Tuesday, August 18, 2020

Flashback 2011: Neither snow, nor rain, nor Congress . . .

     While I don't want to suggest that the Donald Trump era is anything other than a flaming swan dive into unprecedented widespread disaster, it isn't as if we didn't cope with these issues before, to a lesser degree. The government certainly was busy kneecapping the postal service long ago, while President Clownshow was still hosting "Celebrity Apprentice."
     I'm passing this along to offer some background, and as a nostalgic look back at when folks still worked downtown and bumped into stuff, a dynamic I fervently hopes returns very soon, along with good government and an operative mail system.

     Like you, I didn’t think much about it when the U.S. Postal Service announced it might need big cuts.
     Who gets mail anymore? When was the last time you got a letter you were eager to read? Junk mail, bills — we pay most of ours online. The volume of first class mail has dropped 25 percent in the past four years.
     Sure, people feel residual affection for the local postman, whose job harkens back to an era when there was a milkman and a butcher and a baker and a candlestick maker.
     But postal carriers (I’ve always disliked that term; PC, sure, but it makes them sound as though they’re transmitting postalosis) are like Congressmen: you have affection for your own, but as a group they can go hang.
     Then I turned a corner this past Tuesday and saw 500 postal workers gathered in front of the Thompson Center, a crowd of zippered blue sweaters and sensible shoes.
     I might have kept going, but they seemed to be chanting to reduce funding to their own retirement health care. That made me pause.
     In 2006, Congress passed the Postal Accountability and Enhancement Act, designed to increase the post office’s flexibility. Tucked in was a provision forcing it to fully fund its retiree health benefits for the next 75 years, which costs the postal service $5 billion a year; another payment was due Friday. In the past it borrowed — this one it missed.
     Now a bill, HR 1351 — stalled in our gridlocked Congress — would end the obligation to fund health care for employees the service might never hire and audit the situation.
     “We don’t want no handouts, we don’t want no bailouts,” said Sam Anderson, president of the Chicago branch of the American Postal Workers. “All we want is our money.”
     The postal service has about 600,000, down 110,000 through attrition. Earlier this year, it floated a report suggesting the work force will have to be decreased “more aggressively,” according to Chicago district spokesman Mark Reynolds.
     “It suggested we need flexibility in terms of layoffs to stay alive and hopefully profitable again.” Layoffs would need Congress’ approval, which is pending, in the form of HR2309, which would allow the postal service to void its union contracts, fire people at will, close post offices and contract delivery.

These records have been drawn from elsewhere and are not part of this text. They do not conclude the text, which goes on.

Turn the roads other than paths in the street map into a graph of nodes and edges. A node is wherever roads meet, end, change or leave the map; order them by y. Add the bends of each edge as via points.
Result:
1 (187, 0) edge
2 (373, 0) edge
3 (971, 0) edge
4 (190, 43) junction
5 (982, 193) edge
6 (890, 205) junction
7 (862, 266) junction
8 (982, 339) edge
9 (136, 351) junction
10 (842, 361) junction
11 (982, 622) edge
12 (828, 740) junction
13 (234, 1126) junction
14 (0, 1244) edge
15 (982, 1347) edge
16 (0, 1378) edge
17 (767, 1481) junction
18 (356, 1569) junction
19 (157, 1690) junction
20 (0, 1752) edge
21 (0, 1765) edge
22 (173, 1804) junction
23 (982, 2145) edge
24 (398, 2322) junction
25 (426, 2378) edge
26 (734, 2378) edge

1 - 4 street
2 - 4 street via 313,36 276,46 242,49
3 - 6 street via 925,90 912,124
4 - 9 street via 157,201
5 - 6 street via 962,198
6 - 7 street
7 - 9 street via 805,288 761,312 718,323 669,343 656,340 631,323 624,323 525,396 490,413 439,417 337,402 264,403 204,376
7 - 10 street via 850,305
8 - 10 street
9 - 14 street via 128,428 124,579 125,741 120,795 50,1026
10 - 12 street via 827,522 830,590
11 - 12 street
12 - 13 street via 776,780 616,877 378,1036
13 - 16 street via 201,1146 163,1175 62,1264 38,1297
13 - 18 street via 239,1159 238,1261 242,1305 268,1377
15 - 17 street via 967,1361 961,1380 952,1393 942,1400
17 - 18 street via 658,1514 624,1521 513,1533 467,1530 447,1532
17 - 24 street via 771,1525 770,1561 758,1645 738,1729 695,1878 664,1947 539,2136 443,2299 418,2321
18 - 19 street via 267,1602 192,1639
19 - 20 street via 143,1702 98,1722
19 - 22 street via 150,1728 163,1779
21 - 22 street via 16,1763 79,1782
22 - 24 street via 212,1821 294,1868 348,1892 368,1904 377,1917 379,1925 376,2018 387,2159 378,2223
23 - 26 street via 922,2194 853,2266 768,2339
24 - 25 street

     “It would destroy the postal service,” said Mack Julion, president of the local branch of the National Association of Letter Carriers.
     It would also be a kick to the struggling African-American middle class. The protesters at the Thomson Center were overwhelmingly black — Julion estimated that some 70 percent of letter carriers in Chicago are African American. This potential impact is one area where management and unions agree.
     “The postal service has been a gateway to the middle class for generations of Americans; my grandfather used to work for the post office,” said Reynolds. “When the American economy sneezes, the black economy catches a cold.”
     “It’ll hurt,” said Julion. “It is a very diverse workplace.”

     The unions insist that, without the funding obligation, they would be profitable, to the tune of half a billion since 2006. Eliminate the funding requirement, problem solved.
     Not so simple, says the postal serivce.
     “The unions believe if we get money back we’ll be fine, that we don’t have to reduce delivery [to] five days and close retail units,” said Reynolds. “We don’t believe that. We want long-term legislation to address operational ability. We could save $3 billion a year by going to five-day delivery.”
     The post office is a national resource, and to simply let it fall apart seems risky.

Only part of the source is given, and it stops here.